Fig. 4: Ncf1/Igfbp2 axis promotes NSC lineage-commitment through repression of NSC DNA repair pathways.

a, b Photomicrographs (a) and quantification (b) of neurospheres ≥60 µm in diameter 7 days after transfection of Ncf1^–/– NSCs with siRNA targeting Fanca, Fancd2 or Rad51 or negative control (n = 6 donors). c, d Western blot analysis (c) and quantification (d) of γ-H2ax levels (normalized to Gapdh) in NSC lysates 3 days after Igfbp2 treatment (n = 7 donors from two different experiments). e, f Western blot (e) and quantification (f) of γ-H2ax levels (relative to Gapdh) in cell lysates 3 days after transfection (n = 3 donors).
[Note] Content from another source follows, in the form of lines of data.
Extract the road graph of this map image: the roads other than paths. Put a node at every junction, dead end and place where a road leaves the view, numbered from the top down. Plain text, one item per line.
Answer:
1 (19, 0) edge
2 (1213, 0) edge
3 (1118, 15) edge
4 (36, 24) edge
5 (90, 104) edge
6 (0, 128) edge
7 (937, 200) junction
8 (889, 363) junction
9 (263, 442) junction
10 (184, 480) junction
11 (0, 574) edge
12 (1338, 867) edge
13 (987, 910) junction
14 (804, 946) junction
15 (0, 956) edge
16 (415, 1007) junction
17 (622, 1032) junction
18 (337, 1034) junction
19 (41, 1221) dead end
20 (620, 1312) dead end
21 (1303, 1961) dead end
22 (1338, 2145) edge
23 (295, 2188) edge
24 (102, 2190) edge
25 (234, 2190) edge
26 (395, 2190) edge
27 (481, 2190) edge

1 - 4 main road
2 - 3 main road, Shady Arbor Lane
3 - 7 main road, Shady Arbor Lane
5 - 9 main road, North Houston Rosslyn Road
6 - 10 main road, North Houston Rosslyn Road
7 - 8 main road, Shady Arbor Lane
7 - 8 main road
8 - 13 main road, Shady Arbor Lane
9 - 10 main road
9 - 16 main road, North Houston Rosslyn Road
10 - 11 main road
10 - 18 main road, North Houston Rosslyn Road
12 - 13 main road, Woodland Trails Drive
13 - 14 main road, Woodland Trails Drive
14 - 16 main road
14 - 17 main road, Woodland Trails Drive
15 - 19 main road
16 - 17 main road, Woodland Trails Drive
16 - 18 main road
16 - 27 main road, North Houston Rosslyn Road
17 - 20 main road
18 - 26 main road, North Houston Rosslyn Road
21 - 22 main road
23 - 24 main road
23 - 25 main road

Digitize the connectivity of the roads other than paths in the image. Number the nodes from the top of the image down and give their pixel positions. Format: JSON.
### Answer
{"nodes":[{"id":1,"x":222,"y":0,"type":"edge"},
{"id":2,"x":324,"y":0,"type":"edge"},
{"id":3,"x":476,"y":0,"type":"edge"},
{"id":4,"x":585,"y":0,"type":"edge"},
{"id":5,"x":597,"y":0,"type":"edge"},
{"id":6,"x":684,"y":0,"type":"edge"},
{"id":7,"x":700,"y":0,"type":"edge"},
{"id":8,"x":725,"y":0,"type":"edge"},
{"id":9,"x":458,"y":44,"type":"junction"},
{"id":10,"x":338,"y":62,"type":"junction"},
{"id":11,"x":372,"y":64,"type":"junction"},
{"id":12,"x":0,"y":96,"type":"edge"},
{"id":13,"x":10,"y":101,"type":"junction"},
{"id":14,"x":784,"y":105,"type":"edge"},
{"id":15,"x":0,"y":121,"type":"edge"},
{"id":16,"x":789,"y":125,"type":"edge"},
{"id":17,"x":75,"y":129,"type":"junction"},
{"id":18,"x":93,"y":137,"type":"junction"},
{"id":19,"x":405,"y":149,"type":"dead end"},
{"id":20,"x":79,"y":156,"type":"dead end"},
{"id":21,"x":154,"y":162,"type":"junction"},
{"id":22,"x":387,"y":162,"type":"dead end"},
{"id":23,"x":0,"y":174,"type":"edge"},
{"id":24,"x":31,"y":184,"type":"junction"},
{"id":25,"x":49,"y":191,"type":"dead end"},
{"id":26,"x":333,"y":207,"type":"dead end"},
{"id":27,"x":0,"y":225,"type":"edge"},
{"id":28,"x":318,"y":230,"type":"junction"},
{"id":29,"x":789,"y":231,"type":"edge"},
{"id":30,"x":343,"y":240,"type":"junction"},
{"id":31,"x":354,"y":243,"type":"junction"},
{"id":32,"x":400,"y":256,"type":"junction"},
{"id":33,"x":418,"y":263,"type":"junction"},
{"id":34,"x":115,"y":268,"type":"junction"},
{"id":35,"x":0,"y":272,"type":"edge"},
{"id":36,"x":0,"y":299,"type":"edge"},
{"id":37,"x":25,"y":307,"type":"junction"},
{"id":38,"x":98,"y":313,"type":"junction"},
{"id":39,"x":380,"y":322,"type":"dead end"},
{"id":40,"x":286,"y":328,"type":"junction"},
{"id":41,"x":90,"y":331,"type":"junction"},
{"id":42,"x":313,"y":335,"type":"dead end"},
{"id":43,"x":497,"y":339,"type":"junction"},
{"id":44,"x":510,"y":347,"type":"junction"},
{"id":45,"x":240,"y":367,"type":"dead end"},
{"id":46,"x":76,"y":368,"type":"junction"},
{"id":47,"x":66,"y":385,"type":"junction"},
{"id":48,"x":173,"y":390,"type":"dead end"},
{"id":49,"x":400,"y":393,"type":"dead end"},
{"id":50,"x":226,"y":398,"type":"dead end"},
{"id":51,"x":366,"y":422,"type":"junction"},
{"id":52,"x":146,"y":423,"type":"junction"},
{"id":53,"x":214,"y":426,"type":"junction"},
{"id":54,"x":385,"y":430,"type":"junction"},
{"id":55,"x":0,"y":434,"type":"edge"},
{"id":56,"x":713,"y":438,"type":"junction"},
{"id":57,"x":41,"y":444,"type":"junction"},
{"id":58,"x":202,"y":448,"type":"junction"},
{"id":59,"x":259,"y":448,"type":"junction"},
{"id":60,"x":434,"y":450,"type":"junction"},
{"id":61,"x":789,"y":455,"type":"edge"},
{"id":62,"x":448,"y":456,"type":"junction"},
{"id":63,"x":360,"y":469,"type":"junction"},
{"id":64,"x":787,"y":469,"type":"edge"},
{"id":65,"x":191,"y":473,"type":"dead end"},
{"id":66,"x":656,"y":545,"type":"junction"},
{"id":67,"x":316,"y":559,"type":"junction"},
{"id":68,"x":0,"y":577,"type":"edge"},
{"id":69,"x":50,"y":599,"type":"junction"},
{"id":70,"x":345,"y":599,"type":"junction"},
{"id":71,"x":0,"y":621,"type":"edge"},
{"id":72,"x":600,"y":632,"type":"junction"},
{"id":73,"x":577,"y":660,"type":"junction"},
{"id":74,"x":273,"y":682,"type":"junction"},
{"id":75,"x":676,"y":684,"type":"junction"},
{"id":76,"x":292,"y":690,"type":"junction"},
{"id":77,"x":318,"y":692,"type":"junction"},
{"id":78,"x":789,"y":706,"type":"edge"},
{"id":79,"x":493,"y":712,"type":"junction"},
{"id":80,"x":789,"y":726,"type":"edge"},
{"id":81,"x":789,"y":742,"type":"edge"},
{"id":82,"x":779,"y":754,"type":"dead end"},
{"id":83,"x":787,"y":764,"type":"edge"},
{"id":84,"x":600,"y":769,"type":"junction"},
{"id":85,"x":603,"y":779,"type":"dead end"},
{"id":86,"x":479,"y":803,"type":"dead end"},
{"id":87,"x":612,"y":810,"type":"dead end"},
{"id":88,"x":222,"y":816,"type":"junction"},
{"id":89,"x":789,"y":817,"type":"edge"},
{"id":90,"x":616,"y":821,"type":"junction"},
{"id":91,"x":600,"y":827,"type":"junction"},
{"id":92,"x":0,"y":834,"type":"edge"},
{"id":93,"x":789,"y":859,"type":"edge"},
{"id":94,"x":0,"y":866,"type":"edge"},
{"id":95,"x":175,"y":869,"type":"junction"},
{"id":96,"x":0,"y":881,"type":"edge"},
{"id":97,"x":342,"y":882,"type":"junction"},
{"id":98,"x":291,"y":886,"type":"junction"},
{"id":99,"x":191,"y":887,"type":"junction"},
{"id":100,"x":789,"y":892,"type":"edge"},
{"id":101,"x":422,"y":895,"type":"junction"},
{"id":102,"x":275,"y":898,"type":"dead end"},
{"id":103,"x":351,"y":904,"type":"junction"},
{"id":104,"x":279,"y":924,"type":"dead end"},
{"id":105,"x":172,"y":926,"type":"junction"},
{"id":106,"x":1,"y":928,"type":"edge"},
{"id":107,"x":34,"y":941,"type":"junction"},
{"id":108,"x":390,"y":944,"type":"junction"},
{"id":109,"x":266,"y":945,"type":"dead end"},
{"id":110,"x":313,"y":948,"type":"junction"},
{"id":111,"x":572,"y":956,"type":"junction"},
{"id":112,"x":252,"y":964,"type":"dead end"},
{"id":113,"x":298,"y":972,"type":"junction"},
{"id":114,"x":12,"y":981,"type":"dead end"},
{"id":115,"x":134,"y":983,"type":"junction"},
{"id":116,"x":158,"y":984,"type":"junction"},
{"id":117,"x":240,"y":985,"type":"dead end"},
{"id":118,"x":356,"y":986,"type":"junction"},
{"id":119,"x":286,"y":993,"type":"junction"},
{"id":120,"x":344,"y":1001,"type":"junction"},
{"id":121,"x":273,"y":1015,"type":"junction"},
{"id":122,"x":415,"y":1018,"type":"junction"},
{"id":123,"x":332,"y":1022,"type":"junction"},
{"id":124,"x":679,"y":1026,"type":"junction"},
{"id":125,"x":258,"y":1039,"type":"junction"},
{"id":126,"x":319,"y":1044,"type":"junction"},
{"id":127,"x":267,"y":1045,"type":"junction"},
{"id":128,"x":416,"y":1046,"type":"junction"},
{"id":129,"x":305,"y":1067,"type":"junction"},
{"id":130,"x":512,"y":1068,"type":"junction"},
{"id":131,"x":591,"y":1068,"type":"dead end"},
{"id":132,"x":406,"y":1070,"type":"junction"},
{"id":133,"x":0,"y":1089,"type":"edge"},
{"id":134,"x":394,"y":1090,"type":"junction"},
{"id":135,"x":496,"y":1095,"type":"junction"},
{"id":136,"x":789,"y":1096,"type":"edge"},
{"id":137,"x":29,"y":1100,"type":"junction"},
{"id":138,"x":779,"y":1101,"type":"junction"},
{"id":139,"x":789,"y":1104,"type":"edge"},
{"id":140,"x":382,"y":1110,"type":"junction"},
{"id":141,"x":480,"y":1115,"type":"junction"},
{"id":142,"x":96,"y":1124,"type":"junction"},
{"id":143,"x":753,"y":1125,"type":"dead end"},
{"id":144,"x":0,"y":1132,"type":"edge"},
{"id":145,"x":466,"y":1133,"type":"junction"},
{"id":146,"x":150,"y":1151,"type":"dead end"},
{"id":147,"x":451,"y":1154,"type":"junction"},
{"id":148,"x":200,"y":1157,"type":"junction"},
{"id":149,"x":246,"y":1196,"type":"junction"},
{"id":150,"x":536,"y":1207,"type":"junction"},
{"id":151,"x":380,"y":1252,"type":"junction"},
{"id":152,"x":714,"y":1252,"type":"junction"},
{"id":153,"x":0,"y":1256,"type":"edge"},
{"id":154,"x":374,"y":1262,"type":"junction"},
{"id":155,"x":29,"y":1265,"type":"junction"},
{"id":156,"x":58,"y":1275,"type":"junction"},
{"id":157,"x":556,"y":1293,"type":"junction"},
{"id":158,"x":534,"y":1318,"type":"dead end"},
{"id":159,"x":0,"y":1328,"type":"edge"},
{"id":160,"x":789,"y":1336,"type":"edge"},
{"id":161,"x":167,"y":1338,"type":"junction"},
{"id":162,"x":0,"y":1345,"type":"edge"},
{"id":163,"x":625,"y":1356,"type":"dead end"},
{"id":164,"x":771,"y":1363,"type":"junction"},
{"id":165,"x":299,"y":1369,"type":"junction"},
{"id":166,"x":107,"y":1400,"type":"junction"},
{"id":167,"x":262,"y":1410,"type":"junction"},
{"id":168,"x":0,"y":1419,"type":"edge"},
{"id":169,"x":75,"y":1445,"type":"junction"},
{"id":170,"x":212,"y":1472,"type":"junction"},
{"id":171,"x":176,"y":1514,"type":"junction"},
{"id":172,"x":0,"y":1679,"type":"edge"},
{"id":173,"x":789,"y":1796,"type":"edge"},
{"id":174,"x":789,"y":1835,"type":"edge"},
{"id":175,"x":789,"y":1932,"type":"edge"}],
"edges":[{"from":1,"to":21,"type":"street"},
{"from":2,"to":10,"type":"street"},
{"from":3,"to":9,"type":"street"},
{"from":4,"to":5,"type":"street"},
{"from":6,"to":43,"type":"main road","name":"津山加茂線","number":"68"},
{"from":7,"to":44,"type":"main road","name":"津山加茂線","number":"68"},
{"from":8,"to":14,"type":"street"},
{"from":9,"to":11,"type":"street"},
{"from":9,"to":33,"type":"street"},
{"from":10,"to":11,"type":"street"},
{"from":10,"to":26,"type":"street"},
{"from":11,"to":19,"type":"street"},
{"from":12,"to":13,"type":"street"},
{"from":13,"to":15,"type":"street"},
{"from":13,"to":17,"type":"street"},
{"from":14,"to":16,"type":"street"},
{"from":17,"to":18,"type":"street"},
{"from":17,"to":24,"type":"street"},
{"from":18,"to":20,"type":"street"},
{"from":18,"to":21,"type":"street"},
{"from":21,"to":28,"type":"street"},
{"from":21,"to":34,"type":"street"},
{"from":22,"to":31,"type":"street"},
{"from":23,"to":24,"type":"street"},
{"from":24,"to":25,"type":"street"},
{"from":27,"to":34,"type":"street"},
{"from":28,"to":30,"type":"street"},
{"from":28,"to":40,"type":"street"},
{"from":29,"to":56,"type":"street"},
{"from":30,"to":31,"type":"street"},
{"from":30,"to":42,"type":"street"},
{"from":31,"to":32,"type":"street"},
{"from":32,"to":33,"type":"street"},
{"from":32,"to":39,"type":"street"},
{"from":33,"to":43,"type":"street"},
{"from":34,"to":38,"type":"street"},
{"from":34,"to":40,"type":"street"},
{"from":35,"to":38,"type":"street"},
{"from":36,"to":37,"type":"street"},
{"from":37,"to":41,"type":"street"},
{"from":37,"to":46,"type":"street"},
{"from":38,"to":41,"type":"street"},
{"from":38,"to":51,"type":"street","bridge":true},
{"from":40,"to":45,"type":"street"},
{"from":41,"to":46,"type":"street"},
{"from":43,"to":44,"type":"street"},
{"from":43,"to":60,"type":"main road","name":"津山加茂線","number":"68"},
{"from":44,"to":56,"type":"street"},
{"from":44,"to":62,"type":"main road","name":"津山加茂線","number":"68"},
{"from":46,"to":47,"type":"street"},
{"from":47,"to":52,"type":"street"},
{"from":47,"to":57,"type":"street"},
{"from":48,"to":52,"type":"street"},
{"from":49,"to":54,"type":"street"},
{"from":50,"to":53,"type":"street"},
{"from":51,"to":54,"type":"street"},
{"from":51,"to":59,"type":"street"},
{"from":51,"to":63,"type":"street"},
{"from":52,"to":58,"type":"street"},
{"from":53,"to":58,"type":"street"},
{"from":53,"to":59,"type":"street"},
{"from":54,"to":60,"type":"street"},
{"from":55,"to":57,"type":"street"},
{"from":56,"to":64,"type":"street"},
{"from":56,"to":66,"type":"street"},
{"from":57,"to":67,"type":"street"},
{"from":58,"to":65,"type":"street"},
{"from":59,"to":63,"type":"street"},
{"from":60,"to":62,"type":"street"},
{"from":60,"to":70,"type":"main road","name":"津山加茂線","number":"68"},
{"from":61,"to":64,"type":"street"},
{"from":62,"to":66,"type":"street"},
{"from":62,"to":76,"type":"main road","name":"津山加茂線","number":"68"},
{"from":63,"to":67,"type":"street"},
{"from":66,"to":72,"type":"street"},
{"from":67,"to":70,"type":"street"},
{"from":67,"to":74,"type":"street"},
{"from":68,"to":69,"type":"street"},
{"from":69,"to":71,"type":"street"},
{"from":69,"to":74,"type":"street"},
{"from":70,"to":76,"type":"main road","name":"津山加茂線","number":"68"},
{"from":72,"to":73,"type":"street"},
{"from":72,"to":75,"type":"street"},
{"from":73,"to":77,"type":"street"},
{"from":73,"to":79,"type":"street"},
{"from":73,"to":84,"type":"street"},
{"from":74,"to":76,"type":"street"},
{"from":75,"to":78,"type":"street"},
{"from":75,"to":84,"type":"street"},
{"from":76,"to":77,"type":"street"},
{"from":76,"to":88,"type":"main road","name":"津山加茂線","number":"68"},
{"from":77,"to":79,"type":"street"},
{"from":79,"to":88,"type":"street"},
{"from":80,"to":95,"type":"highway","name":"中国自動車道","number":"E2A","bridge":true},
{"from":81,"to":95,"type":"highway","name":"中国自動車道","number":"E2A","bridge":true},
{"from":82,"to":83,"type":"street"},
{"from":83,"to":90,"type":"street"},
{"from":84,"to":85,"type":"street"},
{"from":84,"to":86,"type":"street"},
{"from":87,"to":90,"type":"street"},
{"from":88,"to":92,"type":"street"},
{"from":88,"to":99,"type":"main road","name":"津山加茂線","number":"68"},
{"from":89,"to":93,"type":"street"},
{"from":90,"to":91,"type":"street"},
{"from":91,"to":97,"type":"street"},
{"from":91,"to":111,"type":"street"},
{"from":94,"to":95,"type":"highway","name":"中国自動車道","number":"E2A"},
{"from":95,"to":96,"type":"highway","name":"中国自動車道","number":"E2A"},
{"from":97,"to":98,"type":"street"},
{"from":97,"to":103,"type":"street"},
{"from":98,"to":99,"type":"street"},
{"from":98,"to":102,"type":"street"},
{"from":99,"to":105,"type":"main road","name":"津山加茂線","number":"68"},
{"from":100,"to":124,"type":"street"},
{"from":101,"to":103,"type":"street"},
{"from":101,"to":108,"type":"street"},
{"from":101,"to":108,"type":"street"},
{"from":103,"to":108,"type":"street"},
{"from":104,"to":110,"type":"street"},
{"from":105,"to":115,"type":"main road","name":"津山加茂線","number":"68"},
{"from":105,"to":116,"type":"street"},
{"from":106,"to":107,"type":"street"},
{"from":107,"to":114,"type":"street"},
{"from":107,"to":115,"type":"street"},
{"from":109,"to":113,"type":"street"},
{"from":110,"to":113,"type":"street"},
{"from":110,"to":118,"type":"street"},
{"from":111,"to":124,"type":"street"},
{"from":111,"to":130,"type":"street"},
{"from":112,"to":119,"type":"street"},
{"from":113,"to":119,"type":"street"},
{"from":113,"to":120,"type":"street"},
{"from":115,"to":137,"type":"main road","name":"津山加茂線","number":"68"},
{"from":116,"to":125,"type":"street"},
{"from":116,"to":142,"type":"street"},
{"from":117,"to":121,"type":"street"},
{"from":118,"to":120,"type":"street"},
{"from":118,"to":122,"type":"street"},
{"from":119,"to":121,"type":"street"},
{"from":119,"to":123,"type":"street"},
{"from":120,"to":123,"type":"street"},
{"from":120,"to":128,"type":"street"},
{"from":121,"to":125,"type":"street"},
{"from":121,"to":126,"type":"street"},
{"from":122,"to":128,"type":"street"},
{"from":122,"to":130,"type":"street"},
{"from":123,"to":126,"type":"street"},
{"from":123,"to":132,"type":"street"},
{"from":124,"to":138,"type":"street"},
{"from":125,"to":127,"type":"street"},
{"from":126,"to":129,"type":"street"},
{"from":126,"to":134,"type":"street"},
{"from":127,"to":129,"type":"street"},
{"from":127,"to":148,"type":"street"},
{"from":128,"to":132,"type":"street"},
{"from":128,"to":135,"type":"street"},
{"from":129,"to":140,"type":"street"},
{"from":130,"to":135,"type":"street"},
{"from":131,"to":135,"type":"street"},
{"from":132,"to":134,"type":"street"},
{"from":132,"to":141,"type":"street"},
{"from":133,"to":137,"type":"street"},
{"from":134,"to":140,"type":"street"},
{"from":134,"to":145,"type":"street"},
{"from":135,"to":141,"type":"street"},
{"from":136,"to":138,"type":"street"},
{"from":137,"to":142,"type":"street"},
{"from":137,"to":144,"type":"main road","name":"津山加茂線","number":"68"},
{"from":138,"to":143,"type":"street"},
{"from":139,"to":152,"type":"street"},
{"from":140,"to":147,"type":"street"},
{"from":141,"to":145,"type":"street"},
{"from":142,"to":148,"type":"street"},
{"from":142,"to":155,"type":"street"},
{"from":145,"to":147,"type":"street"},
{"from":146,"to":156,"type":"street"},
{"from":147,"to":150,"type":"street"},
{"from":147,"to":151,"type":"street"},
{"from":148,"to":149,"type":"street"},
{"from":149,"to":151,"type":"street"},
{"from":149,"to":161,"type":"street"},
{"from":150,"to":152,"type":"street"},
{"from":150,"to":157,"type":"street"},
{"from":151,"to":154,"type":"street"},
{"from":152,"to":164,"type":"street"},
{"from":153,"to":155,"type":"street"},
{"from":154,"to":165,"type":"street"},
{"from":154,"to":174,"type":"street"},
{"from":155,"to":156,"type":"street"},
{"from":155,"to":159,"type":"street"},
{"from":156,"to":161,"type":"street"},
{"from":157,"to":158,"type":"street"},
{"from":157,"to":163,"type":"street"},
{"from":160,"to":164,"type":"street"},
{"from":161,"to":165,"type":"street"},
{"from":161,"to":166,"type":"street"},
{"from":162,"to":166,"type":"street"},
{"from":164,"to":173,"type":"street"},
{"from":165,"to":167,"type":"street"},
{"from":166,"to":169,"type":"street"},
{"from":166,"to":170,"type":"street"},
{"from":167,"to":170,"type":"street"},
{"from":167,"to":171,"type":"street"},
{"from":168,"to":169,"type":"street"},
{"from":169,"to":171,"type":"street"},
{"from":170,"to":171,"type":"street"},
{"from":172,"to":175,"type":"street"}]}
The samples were derived from the same experiment and blots were processed in parallel. kD = kilodalton. g–i WT NSCs were transduced with Peggy Back transposase and transposon to overexpress GFP or Fanca. g Photomicrographs and h quantification of neurospheres ≥60 µm in diameter ten days after plating P4 NSCs overexpressing GFP or Fanca (n = 6 donors). i qPCR of Fanca mRNA 3 days after plating P5 WT NSCs overexpressing GFP or Fanca (n = 6 and 5 donors in GFP and Fanca OE NSCs respectively). ΔΔCT: the difference in threshold cycles normalized to β-Actin. Kruskal–Wallis test and FDR method of Benjamini and Hochberg multiple comparison posttest (d), One-way ANOVA and FDR method of Benjamini and Hochberg (b) or Bonferroni multiple comparison posttest for marked comparisons in (f) and two-tailed Mann–Whitney U test (h, i). Error bars indicate s.e.m. Scale: 120 and 250 µm in (a) and (g) respectively. Source data are provided as a Source data file.